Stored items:
======

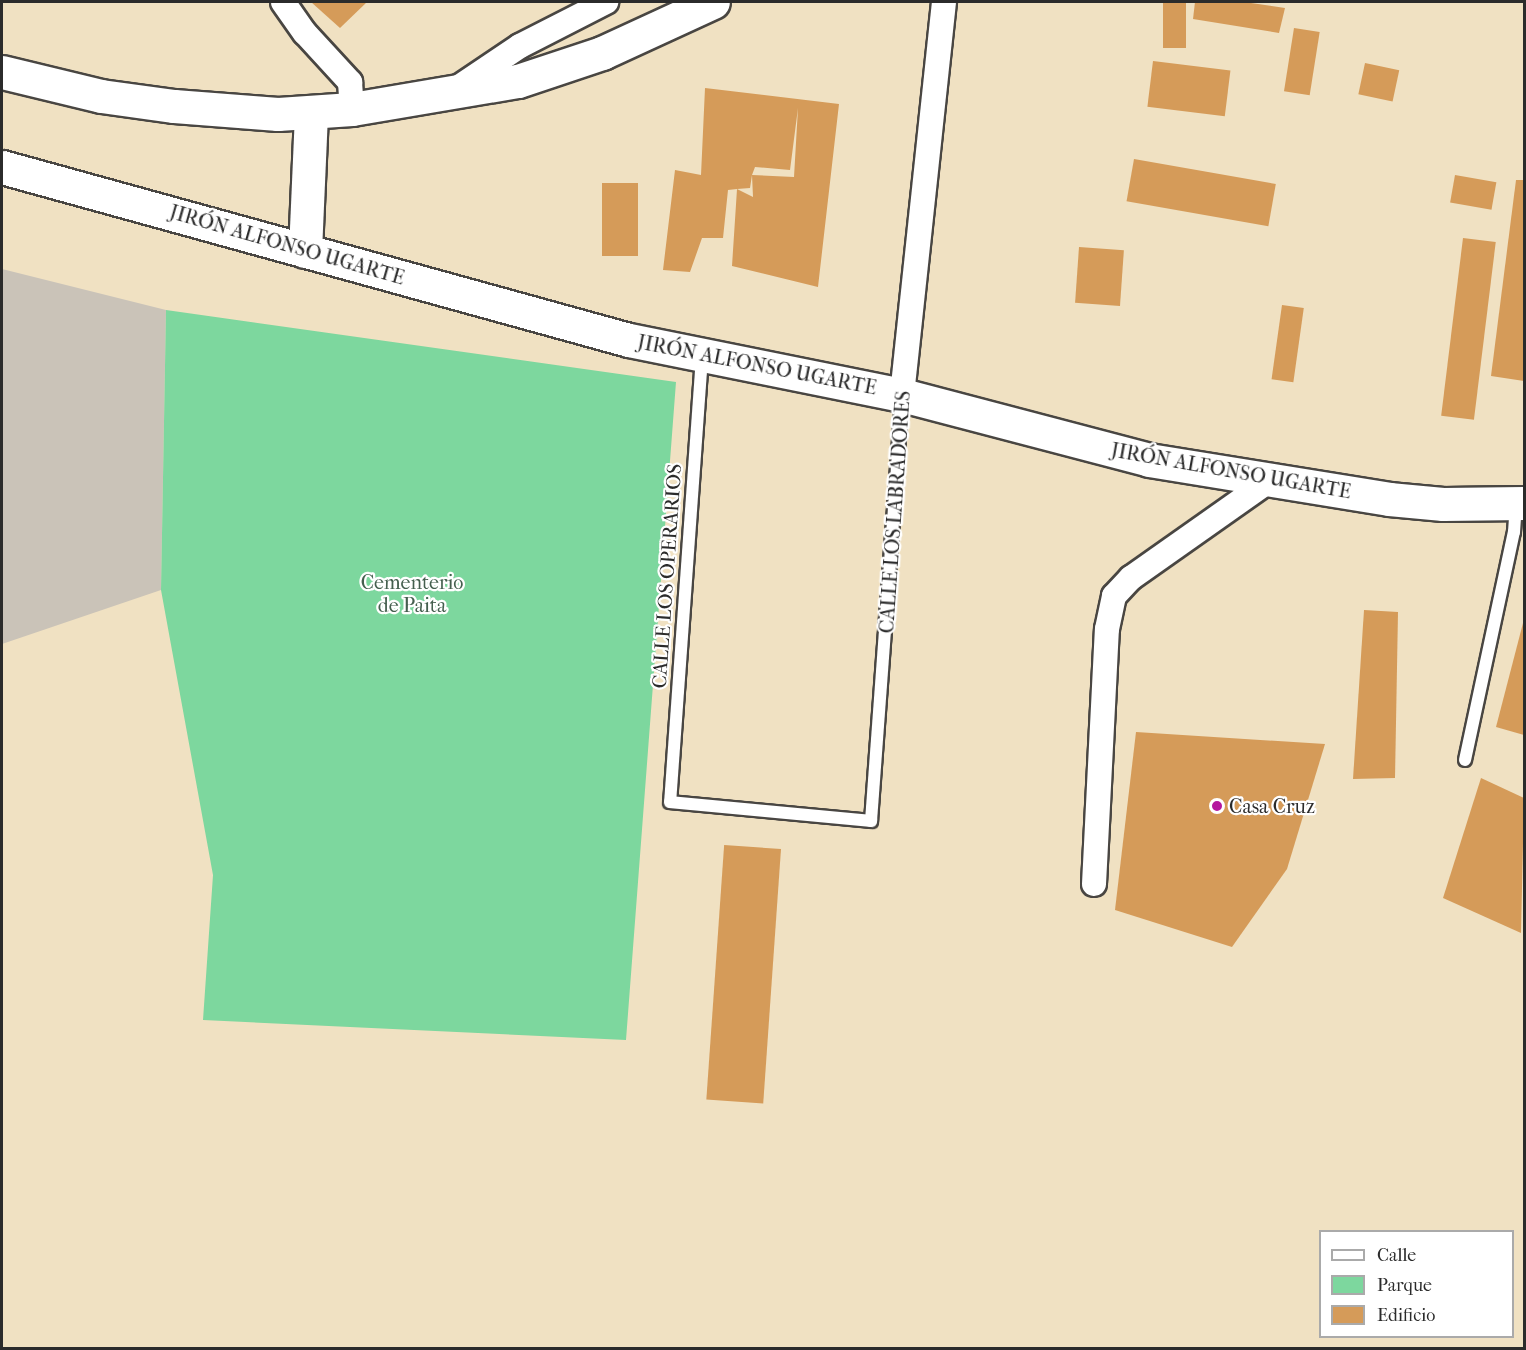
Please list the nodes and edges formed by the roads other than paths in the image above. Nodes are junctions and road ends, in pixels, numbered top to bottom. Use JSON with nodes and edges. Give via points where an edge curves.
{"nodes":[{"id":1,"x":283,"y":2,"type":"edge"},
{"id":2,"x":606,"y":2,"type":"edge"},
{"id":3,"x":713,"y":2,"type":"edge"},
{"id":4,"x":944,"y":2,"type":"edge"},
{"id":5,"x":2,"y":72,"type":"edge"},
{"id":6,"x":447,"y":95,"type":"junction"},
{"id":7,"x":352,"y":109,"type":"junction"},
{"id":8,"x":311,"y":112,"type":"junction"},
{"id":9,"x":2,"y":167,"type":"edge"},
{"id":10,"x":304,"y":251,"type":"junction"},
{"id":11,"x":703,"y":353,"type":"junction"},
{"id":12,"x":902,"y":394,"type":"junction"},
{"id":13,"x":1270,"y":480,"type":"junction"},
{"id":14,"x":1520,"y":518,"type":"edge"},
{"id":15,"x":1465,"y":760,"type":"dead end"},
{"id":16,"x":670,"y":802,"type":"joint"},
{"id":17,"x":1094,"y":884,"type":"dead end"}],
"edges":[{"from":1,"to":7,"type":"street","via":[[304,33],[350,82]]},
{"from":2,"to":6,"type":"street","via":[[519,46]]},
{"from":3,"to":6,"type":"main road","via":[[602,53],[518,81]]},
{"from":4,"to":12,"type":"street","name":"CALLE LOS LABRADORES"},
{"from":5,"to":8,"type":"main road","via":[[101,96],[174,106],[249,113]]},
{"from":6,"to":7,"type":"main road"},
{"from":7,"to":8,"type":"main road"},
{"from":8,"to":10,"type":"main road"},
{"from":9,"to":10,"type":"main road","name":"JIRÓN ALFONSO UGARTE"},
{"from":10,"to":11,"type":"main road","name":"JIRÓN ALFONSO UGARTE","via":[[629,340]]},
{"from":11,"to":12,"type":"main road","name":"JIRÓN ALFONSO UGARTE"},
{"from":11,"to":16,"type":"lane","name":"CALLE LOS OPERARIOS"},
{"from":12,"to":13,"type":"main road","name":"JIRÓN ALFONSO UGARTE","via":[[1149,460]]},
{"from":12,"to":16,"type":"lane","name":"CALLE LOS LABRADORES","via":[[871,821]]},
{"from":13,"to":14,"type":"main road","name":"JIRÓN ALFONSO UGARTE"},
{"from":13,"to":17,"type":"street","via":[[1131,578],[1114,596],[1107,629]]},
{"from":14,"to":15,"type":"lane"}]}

======

[Work instructions] Print the records word for word and exclude any picture they hold.

[Your solution]
Please list the nodes and edges formed by the roads other than paths in the image above. Nodes are junctions and road ends, in pixels, numbered top to bottom. Use JSON with nodes and edges. Give via points where an edge curves.
{"nodes":[{"id":1,"x":283,"y":2,"type":"edge"},
{"id":2,"x":606,"y":2,"type":"edge"},
{"id":3,"x":713,"y":2,"type":"edge"},
{"id":4,"x":944,"y":2,"type":"edge"},
{"id":5,"x":2,"y":72,"type":"edge"},
{"id":6,"x":447,"y":95,"type":"junction"},
{"id":7,"x":352,"y":109,"type":"junction"},
{"id":8,"x":311,"y":112,"type":"junction"},
{"id":9,"x":2,"y":167,"type":"edge"},
{"id":10,"x":304,"y":251,"type":"junction"},
{"id":11,"x":703,"y":353,"type":"junction"},
{"id":12,"x":902,"y":394,"type":"junction"},
{"id":13,"x":1270,"y":480,"type":"junction"},
{"id":14,"x":1520,"y":518,"type":"edge"},
{"id":15,"x":1465,"y":760,"type":"dead end"},
{"id":16,"x":670,"y":802,"type":"joint"},
{"id":17,"x":1094,"y":884,"type":"dead end"}],
"edges":[{"from":1,"to":7,"type":"street","via":[[304,33],[350,82]]},
{"from":2,"to":6,"type":"street","via":[[519,46]]},
{"from":3,"to":6,"type":"main road","via":[[602,53],[518,81]]},
{"from":4,"to":12,"type":"street","name":"CALLE LOS LABRADORES"},
{"from":5,"to":8,"type":"main road","via":[[101,96],[174,106],[249,113]]},
{"from":6,"to":7,"type":"main road"},
{"from":7,"to":8,"type":"main road"},
{"from":8,"to":10,"type":"main road"},
{"from":9,"to":10,"type":"main road","name":"JIRÓN ALFONSO UGARTE"},
{"from":10,"to":11,"type":"main road","name":"JIRÓN ALFONSO UGARTE","via":[[629,340]]},
{"from":11,"to":12,"type":"main road","name":"JIRÓN ALFONSO UGARTE"},
{"from":11,"to":16,"type":"lane","name":"CALLE LOS OPERARIOS"},
{"from":12,"to":13,"type":"main road","name":"JIRÓN ALFONSO UGARTE","via":[[1149,460]]},
{"from":12,"to":16,"type":"lane","name":"CALLE LOS LABRADORES","via":[[871,821]]},
{"from":13,"to":14,"type":"main road","name":"JIRÓN ALFONSO UGARTE"},
{"from":13,"to":17,"type":"street","via":[[1131,578],[1114,596],[1107,629]]},
{"from":14,"to":15,"type":"lane"}]}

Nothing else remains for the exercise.